How to build up a data team (everything I ever learned about recruiting)
During my time at Spotify, I've reviewed thousands of resumes and interviewed hundreds of people. Lots of them were rejected but lots of them also got offers. Finally, I've also had my share of offers rejected by the candidate.
Recruiting is one of those things where the Dunning-Kruger effect is the most pronounced: the more you do it, the more you realize how bad you are at it. Every time I look back a year, I realize 10 things I did wrong. Extrapolating this, I know in another year I'll realize all the stupid mistakes I'm doing right now. Anyway, that being said, here are some things I learned from recruiting.
Getting the word out
Depending on where you work, people might have no clue about your company. Why would they work for something they have never heard of? Or alternatively – something they know of, but doesn't necessarily associate with cutting edge tech? There's a million companies out there doing cool stuff, so make sure that people know your company stands out. Blog, talk at meetups, open source stuff, go to conferences. I honestly don't know what works – I don't have any numbers. But you need to hedge your bets by attacking on all angles at the same time.
I think developers have a hard time justifying this just because success is not easily quantifiable – this is a branding exercise, and it's super hard to find out if you're doing the right thing. But over time if you do this right, you will get anecdotal feedback from candidates coming in saying they saw your presentation or read this cool story on Hacker News, or what not.
Finding the people
I don't think there's anything magic about this – just go through external recruiters, internal recruiters, job postings, connections, whatever.
Presenting the opportunity
I think most people in the industry are fed up with bad bulk messages over email/LinkedIn. Ideally, the hiring manager should introduce themselves, or for more senior roles having more senior people reaching out (all the way up to the CTO). If a recruiter is reaching out, it's super important to make sure the recruiter can reach out to people with a quick note on what's interesting about the team and why it's a good fit.
Finding the right candidates
Recruiting is some crazy type of active learning problem with this observation bias where you only see how well the people you hire are doing. In particular there was a lot of discussion a while back when Google claimed there was no correlation between test scores and GPA. I think there totally are really strong correlations on a macro scale, but if you are already filtering out people based on those criteria, obviously you will reduce the strength, or even reverse it.

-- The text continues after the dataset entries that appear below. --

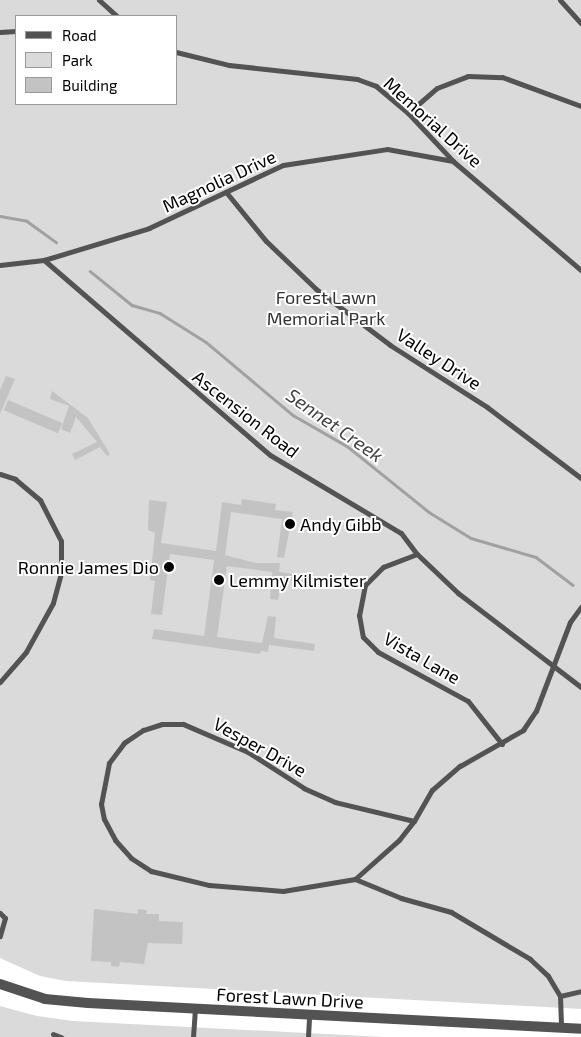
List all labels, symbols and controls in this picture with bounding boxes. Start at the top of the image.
legend [15,15,178,105]
text: Road [62,26,97,44]
text: Park [62,51,93,69]
street label: Memorial Drive [379,72,487,172]
text: Building [62,76,117,94]
street label: Magnolia Drive [159,145,279,217]
park label: Forest Lawn Memorial Park [266,287,386,330]
street label: Valley Drive [392,324,486,394]
street label: Ascension Road [189,366,303,462]
water label: Sennet Creek [282,383,388,467]
place label: Andy Gibb [300,513,382,535]
marker: Andy Gibb [284,518,296,530]
place label: Ronnie James Dio [17,556,159,578]
marker: Ronnie James Dio [163,561,175,573]
place label: Lemmy Kilmister [229,569,367,591]
marker: Lemmy Kilmister [213,574,225,586]
street label: Vista Lane [380,628,464,688]
street label: Vesper Drive [210,713,310,781]
street label: Forest Lawn Drive [216,983,364,1013]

Not that I claim to have found any magic criteria. I do however thing the two most successful traits that I've observed are (with the risk of sounding cheesy):
- Programming fluency (10,000 hour rule or whatever) – you need to be able to visualize large codebases, and understand how things fit together. I strongly believe that data engineers need to understand the full stack from idea, to machine learning algorithm, to code running in production. I've seen other companies having a “throw it over the fence” attitude, with one team brainstorming algorithms, another team in another city implementing them. I think that's a flawed way to have a tight learning cycle. In particular, I'm hesitant to hire candidates who are strong on the theoretical side, but with little experience writing code. That's why I really avoid the “data science” label – most people within this group are generally lacking on the core programming side. I don't think this necessarily means candidates has to have a solid understanding of the CAP theorem and the linux page cache. The most important thing is they have written a lot of code, can work with nontrivial code bases, and can write clean, maintainable code. There is nothing magic to this – but a person who only has written Matlab scripts probably will have a harder time adjusting.
- Understand the big picture – go from a vision to a set of tasks, to a bunch of code being written. People have to be able to go from an idea (“analyze this data set and build an algorithm that uses it as a signal for the recommender system”) to code, without having to hand hold them throughout every single step. People who need to be given small tasks rather than the underlying problem will never understand why we're working on things, and will inevitably end up doing the wrong thing.